Mt Roskill pensioner Maureen Picknell (right) was stunned when Vinnies volunteer Beau Takapu turned up with school lunches for the elderly. Photo / Alex Burton
A group of Auckland pensioners have been "stunned" to receive free lunches that could not be given to schoolchildren because of this week's Covid-19 lockdown.
About 8000 school lunches that were ready to go into schools on Monday, and another 5000 on Tuesday, have been redistributed by Vinnies Youth Auckland, a social justice youth group with branches in the city's 16 Catholic secondary schools.
Maureen Picknell, a 73-year-old resident of the Mt Roskill pensioner village in Stoddard Rd, said residents of the village's 86 units were "overwhelmed" when Vinnies volunteer Beau Takapu turned up with the unexpected lunches.
"Our age group is outside the school lunch age group," she said.
"When I saw how wonderful the school lunches are, I was stunned - what an amazing meal!"
The Vinnies lunches came from Montana Catering Auckland, one of four companies that won Ministry of Education contracts to provide free school lunches to 35,000 children in the most deprived quarter of school communities across Auckland from the start of this term on February 1.
All four companies were caught with lunches that could not be delivered to schools when the lockdown was announced on Sunday night.
One of the others, the Albany-based Virtual Cooking Company (FED), gave its lunches to needy whānau through Ngā Whare Waatea Marae in Māngere.
A second, Spotless, gave its lunches to the Auckland City Mission.
The other contractor, the social enterprise Eat My Lunch, gave 10,000 lunches to marae and other community groups recommended by the Ministry of Social Development.

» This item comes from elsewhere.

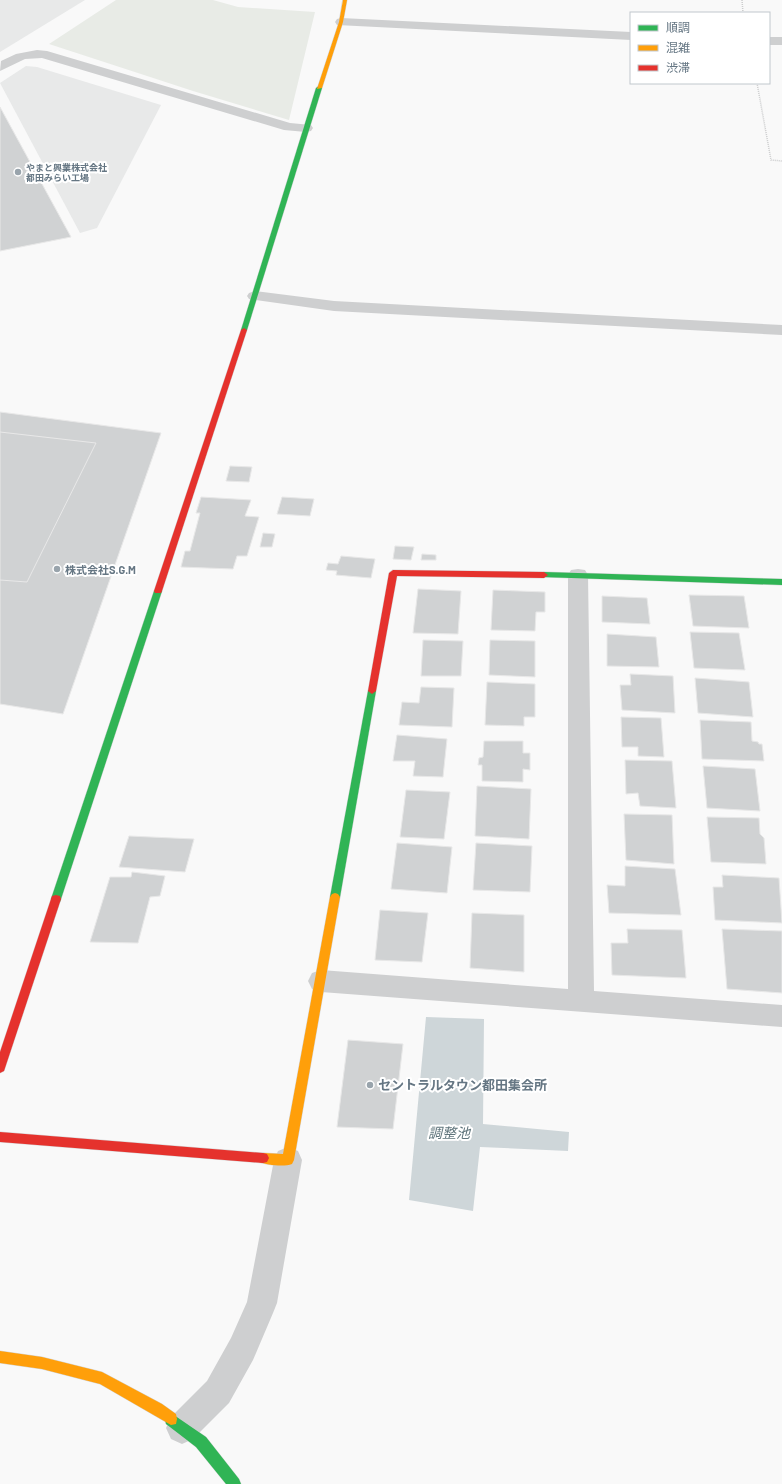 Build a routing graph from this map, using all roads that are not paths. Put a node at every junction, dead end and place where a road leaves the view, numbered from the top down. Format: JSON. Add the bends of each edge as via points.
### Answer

Montana Catering spokesperson Whitney Joblin said: "Due to the significant lead times for the ordering, preparation, packing and logistics required to deliver 9000-plus lunches per day, numerous ingredients for the start of the week's lunches are either ordered and arriving at our facilities [in advance], partially prepared or perishable."

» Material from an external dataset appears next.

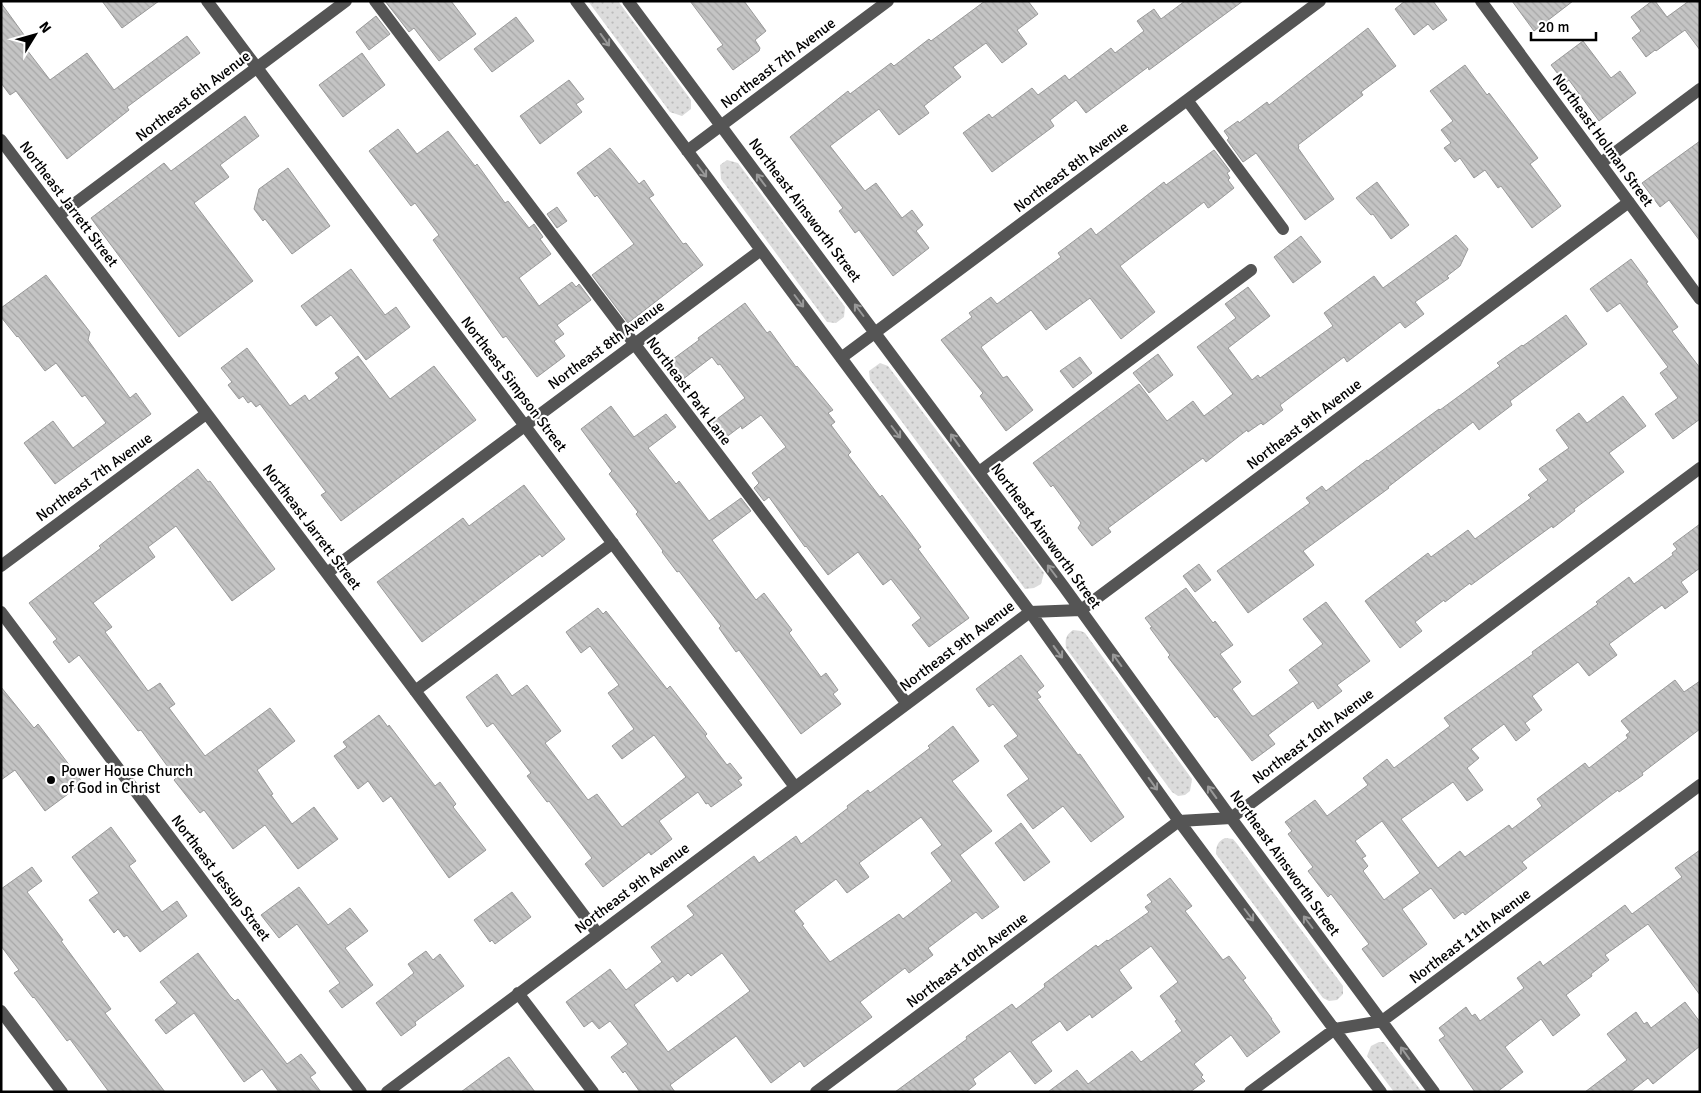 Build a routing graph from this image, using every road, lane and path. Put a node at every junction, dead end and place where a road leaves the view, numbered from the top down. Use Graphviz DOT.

Vinnies Auckland manager Delphina Soti said Vinnies distributed them to families nominated by school principals, caravan and motorhome parks, women's refuges and some of its own foodbank clients, as well as to several pensioner villages.
A BIG THANK YOU to BiteLAB for the 8000+ awesome packed lunches donated to Vinnies on Day1 of lockdown to re-distribute...

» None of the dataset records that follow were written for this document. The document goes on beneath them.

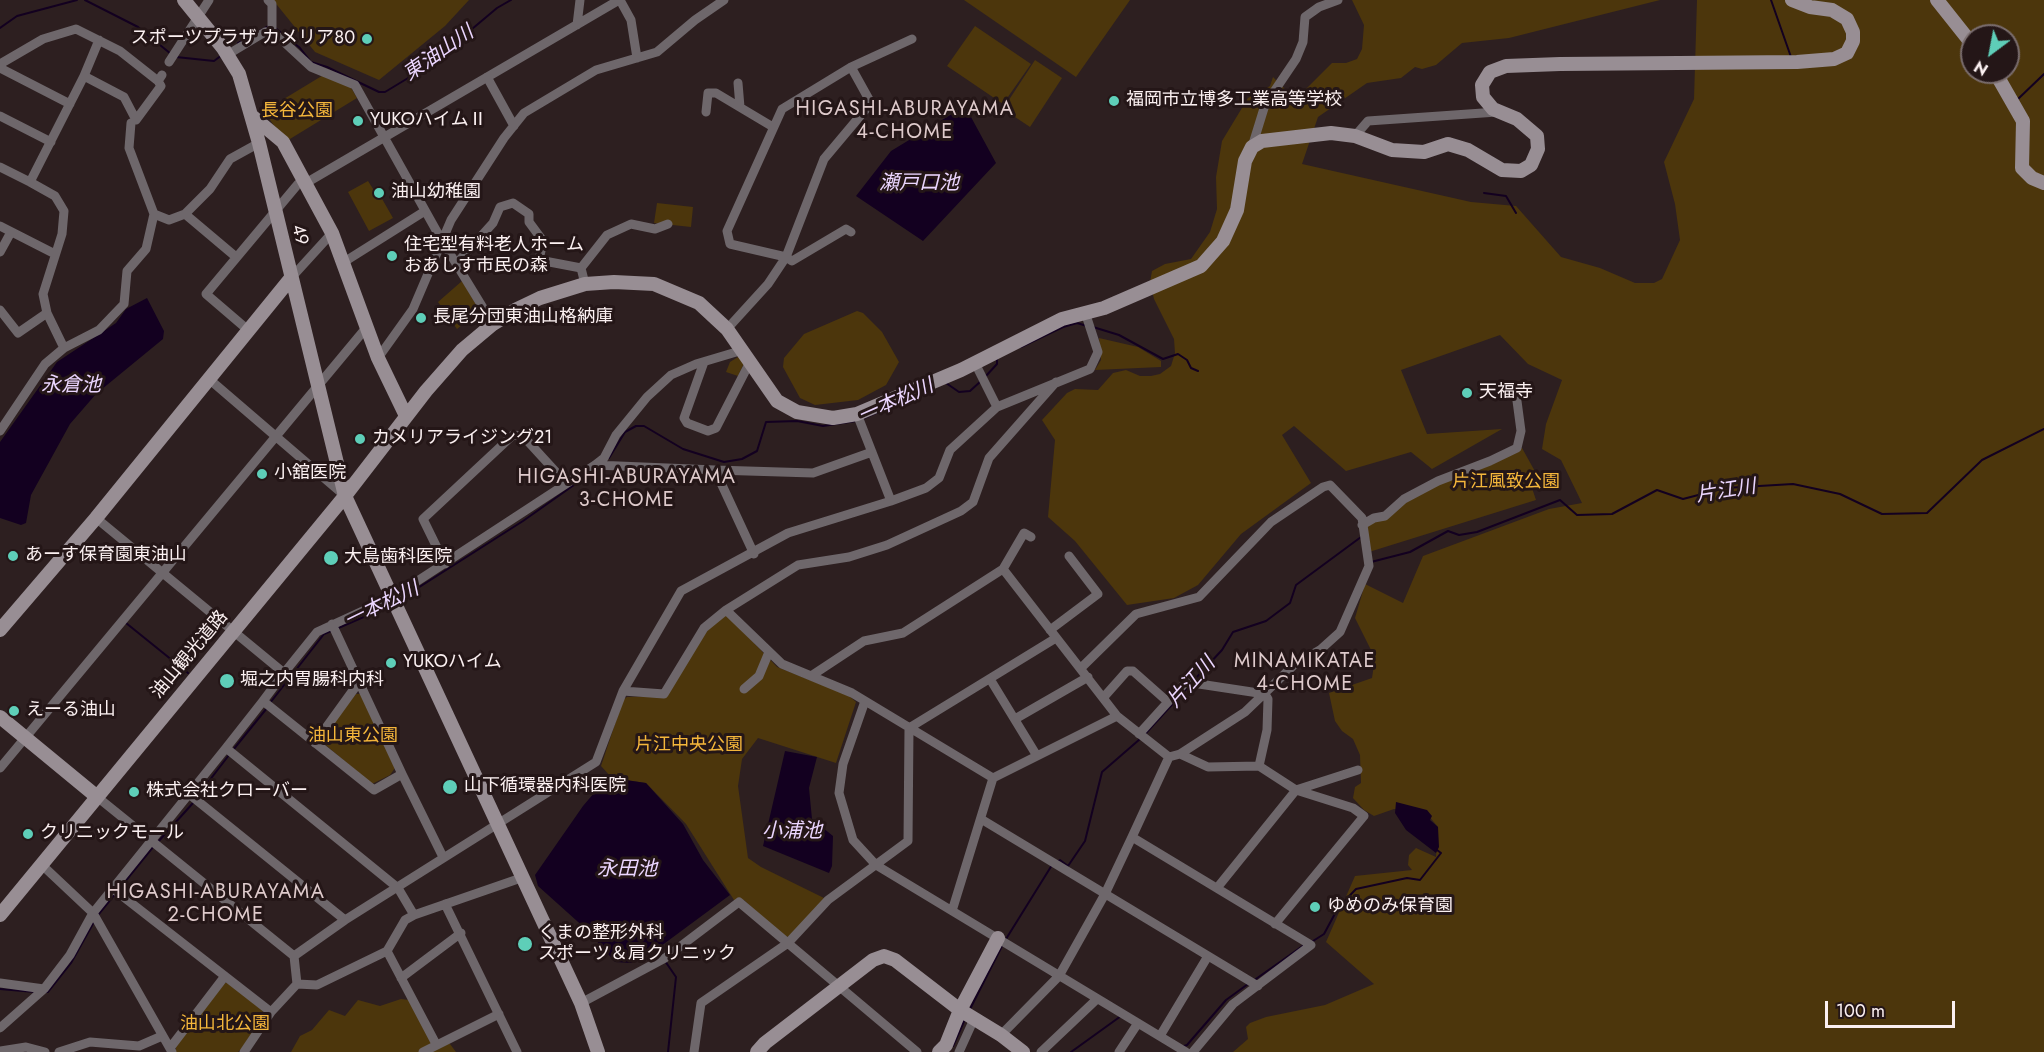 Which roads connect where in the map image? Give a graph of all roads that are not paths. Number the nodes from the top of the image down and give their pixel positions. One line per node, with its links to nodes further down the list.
1 (184, 0): 10 (street, 49 / 49)
2 (209, 0): 10 (street)
3 (268, 0): 12 (street)
4 (580, 0): 11 (street)
5 (620, 0): 11 (street); 18 (street)
6 (724, 0): 18 (street)
7 (1338, 0): 38 (street)
8 (1792, 0): 28 (street)
9 (1937, 0): 13 (street)
10 (199, 18): 16 (street, 49 / 49); 17 (street)
11 (577, 25): 22 (street)
12 (273, 27): 16 (street); 35 (street)
13 (1960, 29)
14 (912, 39): 20 (street)
15 (99, 40): 19 (street); 21 (street); 21 (street)
16 (227, 55): 30 (street, 49 / 49)
17 (171, 58)
18 (637, 58): 32 (street)
19 (0, 66): 25 (street)
20 (851, 67): 33 (street); 56 (street)
21 (84, 76): 25 (street)
22 (487, 77): 32 (street); 35 (street)
23 (738, 83): 26 (street)
24 (2002, 84): 42 (street)
25 (70, 104): 36 (street)
26 (740, 107): 27 (street); 33 (street)
27 (706, 112)
28 (1499, 112): 34 (street); 34 (street)
29 (0, 116): 36 (street)
30 (252, 116): 37 (street, 49 / 49); 41 (street)
31 (131, 123): 45 (street)
32 (514, 126): 52 (street)
33 (774, 127): 56 (street)
34 (1355, 136): 38 (street)
35 (384, 137): 41 (street); 43 (street)
36 (51, 142): 40 (street)
37 (259, 143): 44 (street, 49 / 49); 46 (street)
38 (1252, 147): 64 (street, 油山観光道路)
39 (0, 167): 40 (street)
40 (30, 182): 54 (street)
41 (306, 183): 44 (street); 50 (street)
42 (2044, 183)
43 (425, 211): 52 (street); 57 (street)
44 (274, 212): 55 (street); 60 (street, 49 / 49)
45 (154, 214): 46 (street); 69 (street)
46 (185, 214): 55 (street)
47 (668, 225): 59 (street)
48 (0, 226): 49 (street)
49 (11, 232): 53 (street); 54 (street)
50 (332, 232): 57 (street); 60 (street)
51 (851, 232): 56 (street)
52 (441, 239): 58 (street); 71 (street)
53 (0, 252)
54 (56, 254): 63 (street)
55 (236, 257): 68 (street)
56 (786, 257): 67 (street)
57 (344, 262): 66 (street)
58 (456, 264): 59 (street); 65 (street)
59 (581, 268): 61 (street)
60 (291, 278): 68 (street); 76 (street, 49 / 49)
61 (585, 284): 65 (street, 油山観光道路); 67 (street, 油山観光道路)
62 (0, 310): 63 (street)
63 (47, 313): 69 (street)
64 (1086, 316): 73 (street, 油山観光道路); 75 (street)
65 (493, 324): 79 (street, 油山観光道路)
66 (366, 328): 71 (street); 76 (street)
67 (727, 329): 70 (street, 油山観光道路)
68 (248, 330): 74 (street)
69 (64, 348): 81 (street)
70 (747, 356): 72 (street); 72 (street); 80 (street, 油山観光道路)
71 (378, 358): 79 (street)
72 (704, 362): 84 (street)
73 (977, 368): 78 (street); 80 (street, 油山観光道路)
74 (209, 379): 82 (street); 89 (street)
75 (1056, 382): 78 (street); 98 (street)
76 (319, 384): 82 (street); 87 (street, 49 / 49)
77 (1517, 401): 90 (street)
78 (997, 407): 88 (street)
79 (406, 416): 87 (street, 油山観光道路)
80 (859, 418): 83 (street)
81 (0, 431)
82 (276, 436): 87 (street); 96 (street)
83 (872, 452): 85 (street); 88 (street)
84 (596, 465): 85 (street); 86 (street)
85 (715, 470): 92 (street)
86 (566, 483): 94 (street); 94 (street)
87 (345, 496): 97 (street, 49); 101 (street, 油山観光道路)
88 (891, 501): 92 (street)
89 (96, 518): 96 (street); 100 (street)
90 (1362, 525): 104 (street); 112 (street)
91 (1031, 537): 95 (street)
92 (754, 554): 111 (street)
93 (1069, 560): 102 (street)
94 (445, 564): 97 (street)
95 (1003, 569): 102 (street); 106 (street)
96 (164, 572): 101 (street); 122 (street)
97 (395, 602): 99 (street); 137 (street, 49)
98 (726, 610): 103 (street); 111 (street)
99 (334, 628): 105 (street); 109 (street)
100 (1, 629)
101 (234, 630): 105 (street); 134 (street, 油山観光道路)
102 (1053, 634): 104 (street); 108 (street)
103 (769, 652): 106 (street); 110 (street)
104 (1081, 668): 107 (street)
105 (284, 673): 116 (street)
106 (811, 676): 114 (street)
107 (1088, 677): 113 (street); 119 (street)
108 (990, 678): 119 (street); 120 (street)
109 (359, 682): 123 (street); 131 (street)
110 (744, 689)
111 (623, 691): 137 (street)
112 (1265, 694): 115 (street); 125 (street); 128 (street)
113 (1103, 698): 115 (street); 117 (street)
114 (865, 701): 120 (street); 142 (street)
115 (1168, 702): 121 (street)
116 (266, 704): 123 (street); 124 (street)
117 (1117, 716): 121 (street); 126 (street)
118 (0, 717): 122 (street)
119 (1015, 719): 126 (street)
120 (909, 728): 132 (street); 142 (street)
121 (1139, 734): 127 (street)
122 (25, 738): 129 (street); 134 (street)
123 (315, 743): 131 (street)
124 (229, 751): 135 (street); 144 (street)
125 (1180, 754): 127 (street); 128 (street)
126 (1037, 756): 132 (street)
127 (1169, 757): 138 (street)
128 (1259, 766): 133 (street)
129 (0, 768)
130 (1358, 770): 133 (street)
131 (402, 774): 140 (street)
132 (993, 778): 136 (street)
133 (1296, 790): 145 (street); 154 (street)
134 (96, 796): 139 (street); 141 (street, 油山観光道路)
135 (193, 798): 139 (street); 153 (street)
136 (981, 819): 147 (street); 149 (street)
137 (496, 826): 140 (street); 143 (street, 49)
138 (1132, 837): 145 (street); 147 (street)
139 (154, 845): 146 (street); 159 (street)
140 (443, 857): 144 (street)
141 (42, 865): 150 (street, 油山観光道路); 152 (street)
142 (876, 865): 149 (street); 157 (street)
143 (521, 878): 148 (street); 170 (street, 49)
144 (398, 888): 151 (street); 153 (street)
145 (1217, 888): 154 (street)
146 (116, 891): 152 (street); 161 (street)
147 (1105, 894): 160 (street); 162 (street)
148 (445, 904): 151 (street); 155 (street)
149 (952, 911): 156 (street)
150 (0, 915)
151 (414, 915): 158 (street)
152 (96, 918): 168 (street); 178 (street)
153 (345, 920): 159 (street)
154 (1275, 924): 165 (street)
155 (461, 933): 163 (street); 172 (street)
156 (1004, 942): 162 (street); 173 (street)
157 (788, 944): 167 (street); 170 (street); 189 (street)
158 (387, 951): 163 (street); 166 (street)
159 (294, 956): 166 (street)
160 (1208, 956): 165 (street); 176 (street)
161 (225, 976): 171 (street); 181 (street)
162 (1059, 976): 169 (street); 177 (street)
163 (401, 978): 179 (street)
164 (0, 983): 168 (street)
165 (1254, 983): 198 (street)
166 (297, 984): 171 (street)
167 (838, 988): 173 (street); 190 (street); 191 (street)
168 (44, 989): 175 (street)
169 (1097, 999): 174 (street); 195 (street)
170 (581, 1004): 188 (street, 49)
171 (271, 1012): 185 (street)
172 (499, 1014): 179 (street); 187 (street)
173 (969, 1016): 177 (street); 192 (street); 193 (street)
174 (1138, 1023): 176 (street); 196 (street)
175 (0, 1028)
176 (1162, 1033): 197 (street)
177 (1001, 1035): 194 (street)
178 (162, 1036): 180 (street); 181 (street)
179 (436, 1044): 186 (street)
180 (139, 1049): 184 (street)
181 (171, 1050)
182 (0, 1051): 183 (street)
183 (45, 1052)
184 (59, 1052)
185 (244, 1052)
186 (423, 1052)
187 (517, 1052)
188 (598, 1052)
189 (694, 1052)
190 (757, 1052)
191 (917, 1052)
192 (939, 1052)
193 (959, 1052)
194 (1023, 1052)
195 (1041, 1052)
196 (1119, 1052)
197 (1186, 1052)
198 (1193, 1052)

Takapu, a fashion designer in his other life, has been visiting the Mt Roskill pensioner village every fortnight since he started volunteering for Vinnies when his own business faltered in the first lockdown last year.
A village resident, 80-year-old Neville Johns, asked Vinnies for help because he was being asked for cash by some residents who ran out of money regularly days before their fortnightly pension payments came through.
"They isolate themselves, and if it wasn't for the fact of Beau coming around and checking on them, they wouldn't have anybody going there," Johns said.
Picknell said that just seeing Takapu come into the village "gives us all a lift".
"The food parcels that he brings, well we had a couple of people, the first time he brought them, they just cried," she said.
When he turned up this week with the school lunches, it was "an unexpected big treat".
"The first day [Monday] we got beautiful sandwiches, they were cheese and chicken, and there was a little round cup cake and slices of carrot and also three or four little cherry tomatoes," she said.
Today Vinnies received another 5000 lunches from BiteLAB Auckland. They are a service provider for the Government...
"And then yesterday [Tuesday] we received wraps. They were beautifully done, they could have given it in the best restaurants really. I just thought 'wow'!
"There was beautiful fresh lettuce, grated carrots, and I thought to myself, well kids are lucky, this is amazing. I didn't realise it was so good, and I'm grateful that the kids are getting this."